Please print each entry below exactly as it reads.

+++ Data to process +++

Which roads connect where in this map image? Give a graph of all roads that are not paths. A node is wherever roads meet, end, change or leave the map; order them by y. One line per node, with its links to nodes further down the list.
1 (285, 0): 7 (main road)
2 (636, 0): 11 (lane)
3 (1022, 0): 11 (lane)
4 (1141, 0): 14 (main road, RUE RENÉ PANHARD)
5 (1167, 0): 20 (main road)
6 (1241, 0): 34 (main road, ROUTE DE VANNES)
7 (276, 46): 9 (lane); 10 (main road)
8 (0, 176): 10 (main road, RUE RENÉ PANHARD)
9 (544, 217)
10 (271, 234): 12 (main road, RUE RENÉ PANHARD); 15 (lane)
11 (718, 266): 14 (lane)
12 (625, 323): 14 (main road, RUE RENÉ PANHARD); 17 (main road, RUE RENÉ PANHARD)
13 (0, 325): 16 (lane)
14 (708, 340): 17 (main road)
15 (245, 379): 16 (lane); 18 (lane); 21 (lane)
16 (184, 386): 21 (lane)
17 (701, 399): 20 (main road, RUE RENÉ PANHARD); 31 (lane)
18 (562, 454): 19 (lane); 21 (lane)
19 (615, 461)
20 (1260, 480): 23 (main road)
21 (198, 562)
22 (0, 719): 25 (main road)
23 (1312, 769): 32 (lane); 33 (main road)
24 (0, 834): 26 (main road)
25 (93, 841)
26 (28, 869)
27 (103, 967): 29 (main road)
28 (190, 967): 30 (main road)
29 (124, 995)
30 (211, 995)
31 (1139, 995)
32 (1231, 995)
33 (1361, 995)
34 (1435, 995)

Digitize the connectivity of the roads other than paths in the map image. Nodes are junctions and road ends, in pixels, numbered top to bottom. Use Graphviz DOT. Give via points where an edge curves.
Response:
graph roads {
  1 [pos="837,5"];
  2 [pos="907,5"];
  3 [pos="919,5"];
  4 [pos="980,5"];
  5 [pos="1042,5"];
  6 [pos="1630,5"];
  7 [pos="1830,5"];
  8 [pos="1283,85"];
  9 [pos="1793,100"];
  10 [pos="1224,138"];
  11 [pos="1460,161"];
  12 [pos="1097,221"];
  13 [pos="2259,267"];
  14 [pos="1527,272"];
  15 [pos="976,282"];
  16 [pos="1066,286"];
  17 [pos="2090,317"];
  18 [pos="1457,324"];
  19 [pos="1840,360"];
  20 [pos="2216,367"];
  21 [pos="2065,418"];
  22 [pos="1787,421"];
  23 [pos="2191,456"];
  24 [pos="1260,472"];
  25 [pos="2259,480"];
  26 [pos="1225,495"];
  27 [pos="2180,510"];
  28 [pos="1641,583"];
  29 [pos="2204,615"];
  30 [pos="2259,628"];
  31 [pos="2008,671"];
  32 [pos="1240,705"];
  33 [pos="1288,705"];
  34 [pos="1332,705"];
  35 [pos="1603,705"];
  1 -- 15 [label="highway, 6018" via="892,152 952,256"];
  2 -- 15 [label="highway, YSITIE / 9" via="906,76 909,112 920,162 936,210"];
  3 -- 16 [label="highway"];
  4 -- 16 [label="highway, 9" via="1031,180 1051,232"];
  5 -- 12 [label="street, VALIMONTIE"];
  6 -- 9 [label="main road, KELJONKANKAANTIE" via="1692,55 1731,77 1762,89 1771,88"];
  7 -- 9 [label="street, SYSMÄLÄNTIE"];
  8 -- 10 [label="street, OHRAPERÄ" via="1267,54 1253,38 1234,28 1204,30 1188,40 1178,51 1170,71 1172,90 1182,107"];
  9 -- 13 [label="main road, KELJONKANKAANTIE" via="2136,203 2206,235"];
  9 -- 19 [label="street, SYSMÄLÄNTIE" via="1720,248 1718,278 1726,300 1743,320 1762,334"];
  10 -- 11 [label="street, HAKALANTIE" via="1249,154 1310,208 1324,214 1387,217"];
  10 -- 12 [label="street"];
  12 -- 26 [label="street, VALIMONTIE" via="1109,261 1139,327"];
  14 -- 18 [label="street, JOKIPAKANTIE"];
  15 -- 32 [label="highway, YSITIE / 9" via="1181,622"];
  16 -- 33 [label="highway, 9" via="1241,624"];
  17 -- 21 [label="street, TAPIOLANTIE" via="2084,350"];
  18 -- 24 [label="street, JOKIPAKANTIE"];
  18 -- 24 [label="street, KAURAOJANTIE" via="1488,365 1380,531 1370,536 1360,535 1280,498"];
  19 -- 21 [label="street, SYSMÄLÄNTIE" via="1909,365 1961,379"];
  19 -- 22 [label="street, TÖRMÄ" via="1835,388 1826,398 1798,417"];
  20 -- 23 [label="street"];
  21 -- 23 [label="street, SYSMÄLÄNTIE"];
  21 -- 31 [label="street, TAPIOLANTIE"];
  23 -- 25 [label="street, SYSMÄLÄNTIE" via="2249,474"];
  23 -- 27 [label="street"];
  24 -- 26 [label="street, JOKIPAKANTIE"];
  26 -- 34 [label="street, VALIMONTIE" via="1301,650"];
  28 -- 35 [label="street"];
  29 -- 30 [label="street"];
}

+++

* **Finished task**
Which roads connect where in this map image? Give a graph of all roads that are not paths. A node is wherever roads meet, end, change or leave the map; order them by y. One line per node, with its links to nodes further down the list.
1 (285, 0): 7 (main road)
2 (636, 0): 11 (lane)
3 (1022, 0): 11 (lane)
4 (1141, 0): 14 (main road, RUE RENÉ PANHARD)
5 (1167, 0): 20 (main road)
6 (1241, 0): 34 (main road, ROUTE DE VANNES)
7 (276, 46): 9 (lane); 10 (main road)
8 (0, 176): 10 (main road, RUE RENÉ PANHARD)
9 (544, 217)
10 (271, 234): 12 (main road, RUE RENÉ PANHARD); 15 (lane)
11 (718, 266): 14 (lane)
12 (625, 323): 14 (main road, RUE RENÉ PANHARD); 17 (main road, RUE RENÉ PANHARD)
13 (0, 325): 16 (lane)
14 (708, 340): 17 (main road)
15 (245, 379): 16 (lane); 18 (lane); 21 (lane)
16 (184, 386): 21 (lane)
17 (701, 399): 20 (main road, RUE RENÉ PANHARD); 31 (lane)
18 (562, 454): 19 (lane); 21 (lane)
19 (615, 461)
20 (1260, 480): 23 (main road)
21 (198, 562)
22 (0, 719): 25 (main road)
23 (1312, 769): 32 (lane); 33 (main road)
24 (0, 834): 26 (main road)
25 (93, 841)
26 (28, 869)
27 (103, 967): 29 (main road)
28 (190, 967): 30 (main road)
29 (124, 995)
30 (211, 995)
31 (1139, 995)
32 (1231, 995)
33 (1361, 995)
34 (1435, 995)

Digitize the connectivity of the roads other than paths in the map image. Nodes are junctions and road ends, in pixels, numbered top to bottom. Use Graphviz DOT. Give via points where an edge curves.
Response:
graph roads {
  1 [pos="837,5"];
  2 [pos="907,5"];
  3 [pos="919,5"];
  4 [pos="980,5"];
  5 [pos="1042,5"];
  6 [pos="1630,5"];
  7 [pos="1830,5"];
  8 [pos="1283,85"];
  9 [pos="1793,100"];
  10 [pos="1224,138"];
  11 [pos="1460,161"];
  12 [pos="1097,221"];
  13 [pos="2259,267"];
  14 [pos="1527,272"];
  15 [pos="976,282"];
  16 [pos="1066,286"];
  17 [pos="2090,317"];
  18 [pos="1457,324"];
  19 [pos="1840,360"];
  20 [pos="2216,367"];
  21 [pos="2065,418"];
  22 [pos="1787,421"];
  23 [pos="2191,456"];
  24 [pos="1260,472"];
  25 [pos="2259,480"];
  26 [pos="1225,495"];
  27 [pos="2180,510"];
  28 [pos="1641,583"];
  29 [pos="2204,615"];
  30 [pos="2259,628"];
  31 [pos="2008,671"];
  32 [pos="1240,705"];
  33 [pos="1288,705"];
  34 [pos="1332,705"];
  35 [pos="1603,705"];
  1 -- 15 [label="highway, 6018" via="892,152 952,256"];
  2 -- 15 [label="highway, YSITIE / 9" via="906,76 909,112 920,162 936,210"];
  3 -- 16 [label="highway"];
  4 -- 16 [label="highway, 9" via="1031,180 1051,232"];
  5 -- 12 [label="street, VALIMONTIE"];
  6 -- 9 [label="main road, KELJONKANKAANTIE" via="1692,55 1731,77 1762,89 1771,88"];
  7 -- 9 [label="street, SYSMÄLÄNTIE"];
  8 -- 10 [label="street, OHRAPERÄ" via="1267,54 1253,38 1234,28 1204,30 1188,40 1178,51 1170,71 1172,90 1182,107"];
  9 -- 13 [label="main road, KELJONKANKAANTIE" via="2136,203 2206,235"];
  9 -- 19 [label="street, SYSMÄLÄNTIE" via="1720,248 1718,278 1726,300 1743,320 1762,334"];
  10 -- 11 [label="street, HAKALANTIE" via="1249,154 1310,208 1324,214 1387,217"];
  10 -- 12 [label="street"];
  12 -- 26 [label="street, VALIMONTIE" via="1109,261 1139,327"];
  14 -- 18 [label="street, JOKIPAKANTIE"];
  15 -- 32 [label="highway, YSITIE / 9" via="1181,622"];
  16 -- 33 [label="highway, 9" via="1241,624"];
  17 -- 21 [label="street, TAPIOLANTIE" via="2084,350"];
  18 -- 24 [label="street, JOKIPAKANTIE"];
  18 -- 24 [label="street, KAURAOJANTIE" via="1488,365 1380,531 1370,536 1360,535 1280,498"];
  19 -- 21 [label="street, SYSMÄLÄNTIE" via="1909,365 1961,379"];
  19 -- 22 [label="street, TÖRMÄ" via="1835,388 1826,398 1798,417"];
  20 -- 23 [label="street"];
  21 -- 23 [label="street, SYSMÄLÄNTIE"];
  21 -- 31 [label="street, TAPIOLANTIE"];
  23 -- 25 [label="street, SYSMÄLÄNTIE" via="2249,474"];
  23 -- 27 [label="street"];
  24 -- 26 [label="street, JOKIPAKANTIE"];
  26 -- 34 [label="street, VALIMONTIE" via="1301,650"];
  28 -- 35 [label="street"];
  29 -- 30 [label="street"];
}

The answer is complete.